*** Material provided ***

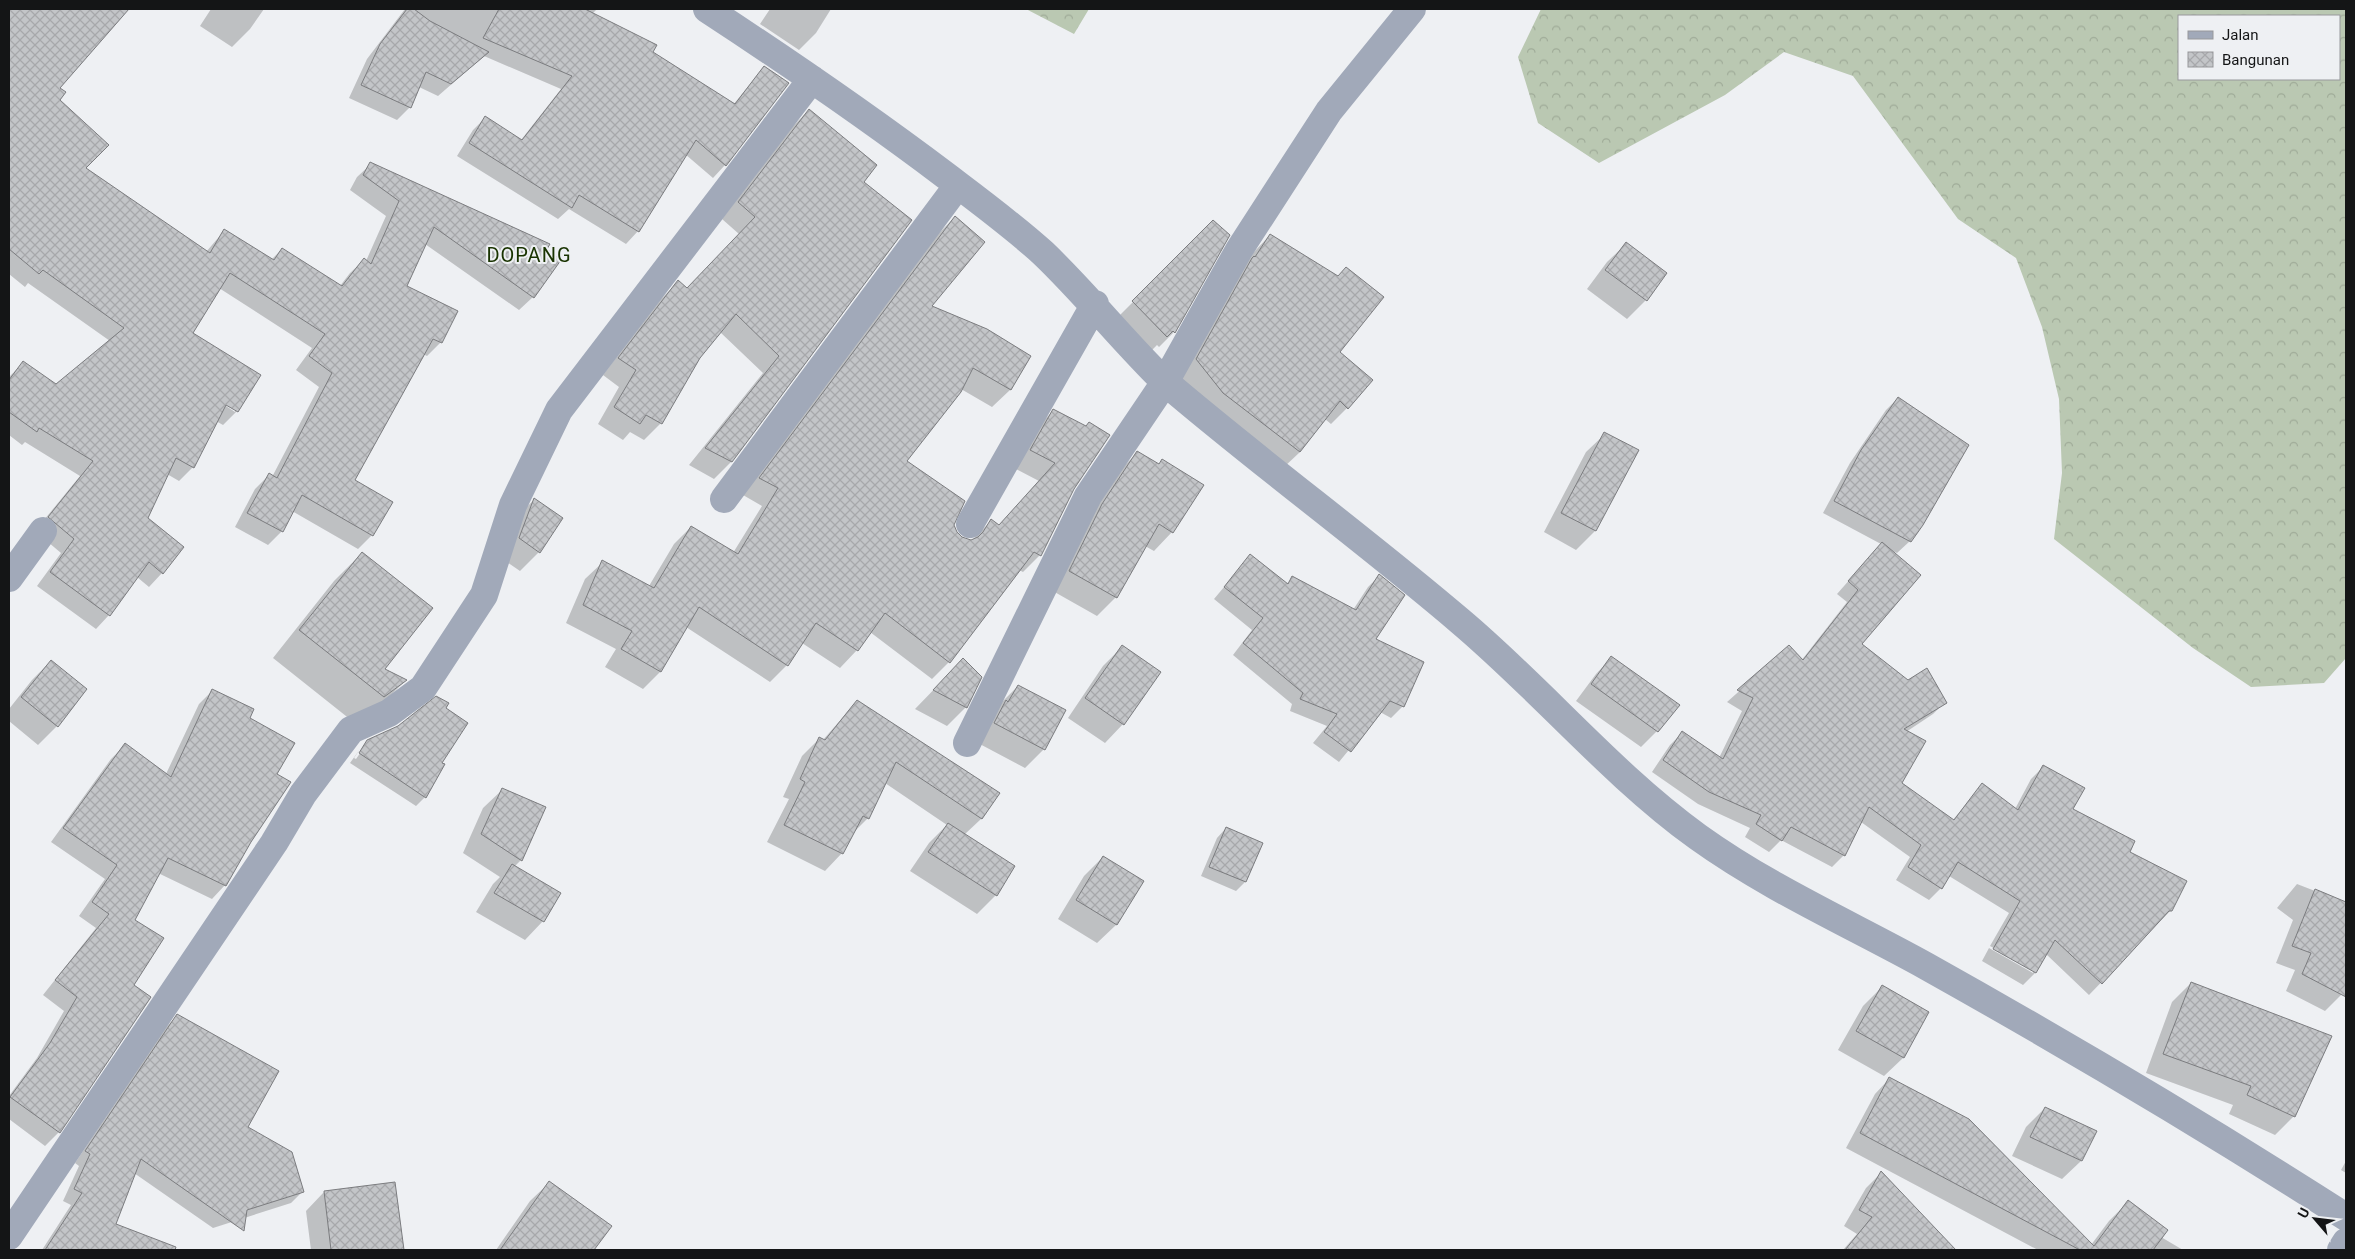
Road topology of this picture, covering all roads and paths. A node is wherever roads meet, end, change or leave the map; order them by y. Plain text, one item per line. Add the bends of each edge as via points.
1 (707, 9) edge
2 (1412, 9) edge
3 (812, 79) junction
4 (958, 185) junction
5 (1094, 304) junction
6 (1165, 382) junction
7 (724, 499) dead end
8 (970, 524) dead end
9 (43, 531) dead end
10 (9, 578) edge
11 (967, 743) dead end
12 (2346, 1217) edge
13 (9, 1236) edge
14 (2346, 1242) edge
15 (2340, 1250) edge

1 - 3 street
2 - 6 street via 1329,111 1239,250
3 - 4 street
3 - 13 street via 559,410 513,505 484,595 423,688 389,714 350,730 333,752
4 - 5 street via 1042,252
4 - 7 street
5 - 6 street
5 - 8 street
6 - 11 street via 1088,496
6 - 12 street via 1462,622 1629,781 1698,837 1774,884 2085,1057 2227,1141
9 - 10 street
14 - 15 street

***

What is required => Reproduce every record verbatim, please. Omit the images.

Response area =>
Road topology of this picture, covering all roads and paths. A node is wherever roads meet, end, change or leave the map; order them by y. Plain text, one item per line. Add the bends of each edge as via points.
1 (707, 9) edge
2 (1412, 9) edge
3 (812, 79) junction
4 (958, 185) junction
5 (1094, 304) junction
6 (1165, 382) junction
7 (724, 499) dead end
8 (970, 524) dead end
9 (43, 531) dead end
10 (9, 578) edge
11 (967, 743) dead end
12 (2346, 1217) edge
13 (9, 1236) edge
14 (2346, 1242) edge
15 (2340, 1250) edge

1 - 3 street
2 - 6 street via 1329,111 1239,250
3 - 4 street
3 - 13 street via 559,410 513,505 484,595 423,688 389,714 350,730 333,752
4 - 5 street via 1042,252
4 - 7 street
5 - 6 street
5 - 8 street
6 - 11 street via 1088,496
6 - 12 street via 1462,622 1629,781 1698,837 1774,884 2085,1057 2227,1141
9 - 10 street
14 - 15 street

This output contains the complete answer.